Return all lines from the listing below in which the string "dead" occurs.

RECORDS FOR PROCESSING -
....
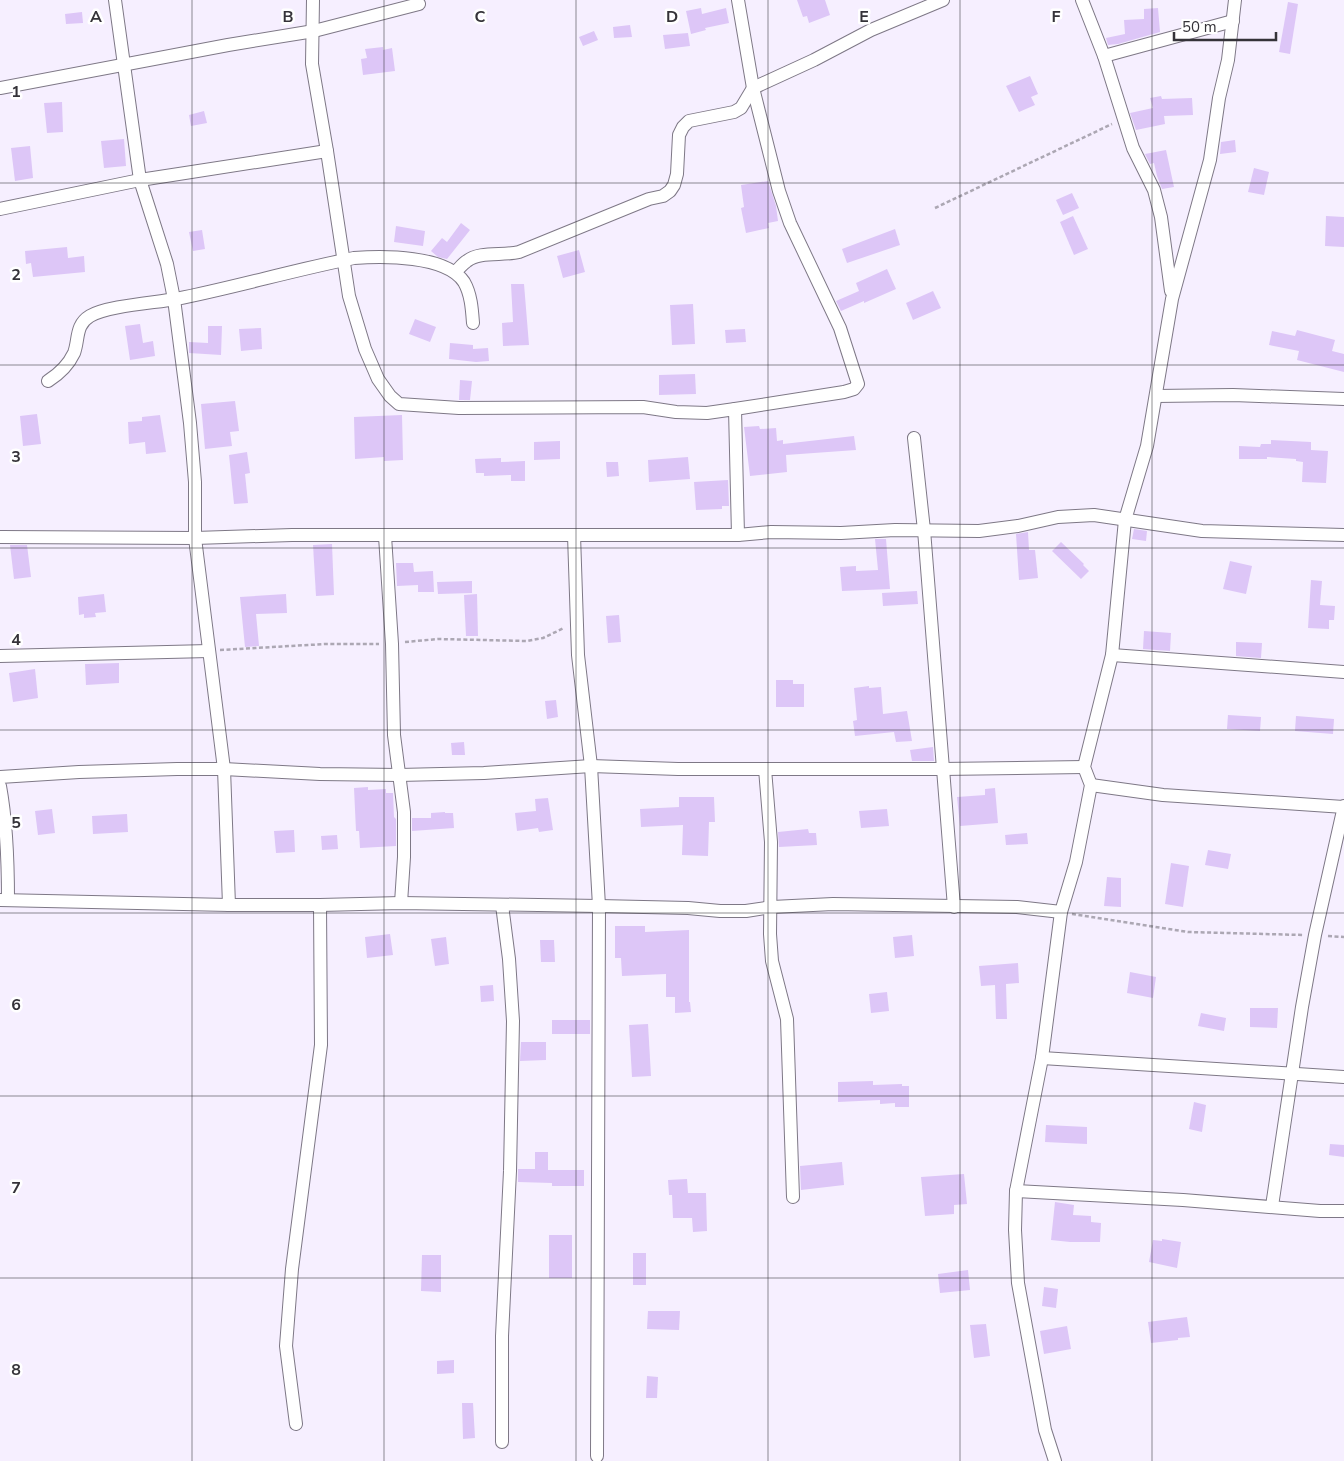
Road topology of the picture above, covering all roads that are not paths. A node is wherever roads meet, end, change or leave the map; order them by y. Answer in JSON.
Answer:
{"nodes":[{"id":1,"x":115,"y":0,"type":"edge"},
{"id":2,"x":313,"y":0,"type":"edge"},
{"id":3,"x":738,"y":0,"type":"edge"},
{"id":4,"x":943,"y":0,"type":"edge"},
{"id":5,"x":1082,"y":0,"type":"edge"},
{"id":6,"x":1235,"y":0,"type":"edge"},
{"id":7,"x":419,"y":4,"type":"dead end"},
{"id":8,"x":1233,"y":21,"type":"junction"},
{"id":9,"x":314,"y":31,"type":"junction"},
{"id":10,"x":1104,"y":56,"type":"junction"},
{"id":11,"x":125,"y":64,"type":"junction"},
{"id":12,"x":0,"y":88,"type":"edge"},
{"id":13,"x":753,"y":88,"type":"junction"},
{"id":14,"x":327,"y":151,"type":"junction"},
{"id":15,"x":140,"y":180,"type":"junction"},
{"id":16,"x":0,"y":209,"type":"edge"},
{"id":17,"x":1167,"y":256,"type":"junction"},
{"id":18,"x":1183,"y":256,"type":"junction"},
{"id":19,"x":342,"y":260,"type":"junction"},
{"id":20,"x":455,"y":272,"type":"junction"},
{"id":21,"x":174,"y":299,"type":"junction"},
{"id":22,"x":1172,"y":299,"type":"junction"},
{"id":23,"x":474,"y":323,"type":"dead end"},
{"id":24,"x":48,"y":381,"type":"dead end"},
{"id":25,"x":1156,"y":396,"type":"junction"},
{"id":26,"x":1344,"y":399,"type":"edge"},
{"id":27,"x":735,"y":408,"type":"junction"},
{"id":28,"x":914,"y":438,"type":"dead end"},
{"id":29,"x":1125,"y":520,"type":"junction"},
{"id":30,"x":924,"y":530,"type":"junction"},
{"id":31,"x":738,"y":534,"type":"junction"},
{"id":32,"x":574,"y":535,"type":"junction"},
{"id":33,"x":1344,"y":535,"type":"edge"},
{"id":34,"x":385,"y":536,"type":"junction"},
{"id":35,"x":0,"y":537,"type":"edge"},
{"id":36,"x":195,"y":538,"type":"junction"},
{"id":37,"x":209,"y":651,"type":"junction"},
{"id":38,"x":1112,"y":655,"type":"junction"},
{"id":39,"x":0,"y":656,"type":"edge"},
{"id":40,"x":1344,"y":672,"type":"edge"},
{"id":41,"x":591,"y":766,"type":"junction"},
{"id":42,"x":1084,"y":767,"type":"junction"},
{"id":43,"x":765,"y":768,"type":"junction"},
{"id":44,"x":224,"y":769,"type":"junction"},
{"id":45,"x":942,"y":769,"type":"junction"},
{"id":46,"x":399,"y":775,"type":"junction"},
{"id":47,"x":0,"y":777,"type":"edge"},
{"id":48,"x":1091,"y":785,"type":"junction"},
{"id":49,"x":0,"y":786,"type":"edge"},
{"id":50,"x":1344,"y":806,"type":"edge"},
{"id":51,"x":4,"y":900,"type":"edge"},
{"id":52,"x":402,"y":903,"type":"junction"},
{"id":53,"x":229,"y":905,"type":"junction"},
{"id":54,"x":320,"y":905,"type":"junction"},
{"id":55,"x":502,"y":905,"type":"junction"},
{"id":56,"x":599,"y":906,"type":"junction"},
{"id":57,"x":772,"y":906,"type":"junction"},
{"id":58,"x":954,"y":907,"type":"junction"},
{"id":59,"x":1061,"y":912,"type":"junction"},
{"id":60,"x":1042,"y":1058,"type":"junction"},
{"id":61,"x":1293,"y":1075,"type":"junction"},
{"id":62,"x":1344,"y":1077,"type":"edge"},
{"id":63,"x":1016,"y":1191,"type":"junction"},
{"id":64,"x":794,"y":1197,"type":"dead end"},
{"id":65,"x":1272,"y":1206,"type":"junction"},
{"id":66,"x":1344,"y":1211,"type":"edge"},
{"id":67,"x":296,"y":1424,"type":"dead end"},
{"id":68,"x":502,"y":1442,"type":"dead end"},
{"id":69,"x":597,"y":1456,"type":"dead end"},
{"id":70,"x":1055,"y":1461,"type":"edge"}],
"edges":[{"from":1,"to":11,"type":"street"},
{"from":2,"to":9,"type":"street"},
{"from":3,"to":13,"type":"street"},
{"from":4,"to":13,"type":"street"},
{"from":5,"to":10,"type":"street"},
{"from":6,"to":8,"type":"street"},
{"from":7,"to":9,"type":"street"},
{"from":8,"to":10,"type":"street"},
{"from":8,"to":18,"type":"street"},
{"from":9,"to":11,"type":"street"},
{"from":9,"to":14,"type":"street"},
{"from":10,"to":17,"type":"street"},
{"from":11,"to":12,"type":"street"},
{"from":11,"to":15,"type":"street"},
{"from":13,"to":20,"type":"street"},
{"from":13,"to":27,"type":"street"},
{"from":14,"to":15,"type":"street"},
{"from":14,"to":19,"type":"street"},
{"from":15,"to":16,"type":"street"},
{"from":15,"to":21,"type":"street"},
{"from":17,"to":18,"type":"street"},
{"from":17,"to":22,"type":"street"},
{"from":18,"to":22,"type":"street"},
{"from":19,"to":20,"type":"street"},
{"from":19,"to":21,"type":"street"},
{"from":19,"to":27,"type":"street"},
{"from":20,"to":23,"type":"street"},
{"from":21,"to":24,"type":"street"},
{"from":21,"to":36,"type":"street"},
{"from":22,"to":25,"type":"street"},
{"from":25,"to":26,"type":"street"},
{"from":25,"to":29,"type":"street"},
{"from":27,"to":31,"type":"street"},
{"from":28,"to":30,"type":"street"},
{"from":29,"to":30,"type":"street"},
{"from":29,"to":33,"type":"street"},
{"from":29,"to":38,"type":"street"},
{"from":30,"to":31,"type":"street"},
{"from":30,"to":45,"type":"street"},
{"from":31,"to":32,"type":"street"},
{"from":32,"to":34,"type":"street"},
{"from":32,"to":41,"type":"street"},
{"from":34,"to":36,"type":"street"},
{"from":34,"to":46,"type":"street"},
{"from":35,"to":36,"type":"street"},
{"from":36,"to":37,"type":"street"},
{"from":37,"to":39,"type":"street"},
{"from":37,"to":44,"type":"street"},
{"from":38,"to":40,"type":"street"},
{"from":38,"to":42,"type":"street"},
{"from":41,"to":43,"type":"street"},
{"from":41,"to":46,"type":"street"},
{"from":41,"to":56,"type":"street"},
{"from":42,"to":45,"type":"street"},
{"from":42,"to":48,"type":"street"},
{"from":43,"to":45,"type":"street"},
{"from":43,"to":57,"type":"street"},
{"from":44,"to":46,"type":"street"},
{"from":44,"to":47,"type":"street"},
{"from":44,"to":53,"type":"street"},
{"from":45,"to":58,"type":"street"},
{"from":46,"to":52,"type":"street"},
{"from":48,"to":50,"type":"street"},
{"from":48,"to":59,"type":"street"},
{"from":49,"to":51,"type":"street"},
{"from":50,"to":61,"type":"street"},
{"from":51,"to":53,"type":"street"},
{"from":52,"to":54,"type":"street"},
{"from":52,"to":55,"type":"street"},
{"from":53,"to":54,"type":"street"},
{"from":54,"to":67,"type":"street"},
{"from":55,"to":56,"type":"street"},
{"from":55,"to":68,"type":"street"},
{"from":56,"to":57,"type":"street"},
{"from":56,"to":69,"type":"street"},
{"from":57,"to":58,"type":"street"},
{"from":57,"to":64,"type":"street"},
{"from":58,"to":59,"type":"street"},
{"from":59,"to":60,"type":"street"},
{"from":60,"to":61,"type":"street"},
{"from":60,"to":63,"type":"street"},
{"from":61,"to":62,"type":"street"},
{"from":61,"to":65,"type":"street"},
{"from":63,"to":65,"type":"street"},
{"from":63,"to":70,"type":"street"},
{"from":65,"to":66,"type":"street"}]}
....
YOUR RESPONSE -
{"id":7,"x":419,"y":4,"type":"dead end"},
{"id":23,"x":474,"y":323,"type":"dead end"},
{"id":24,"x":48,"y":381,"type":"dead end"},
{"id":28,"x":914,"y":438,"type":"dead end"},
{"id":64,"x":794,"y":1197,"type":"dead end"},
{"id":67,"x":296,"y":1424,"type":"dead end"},
{"id":68,"x":502,"y":1442,"type":"dead end"},
{"id":69,"x":597,"y":1456,"type":"dead end"},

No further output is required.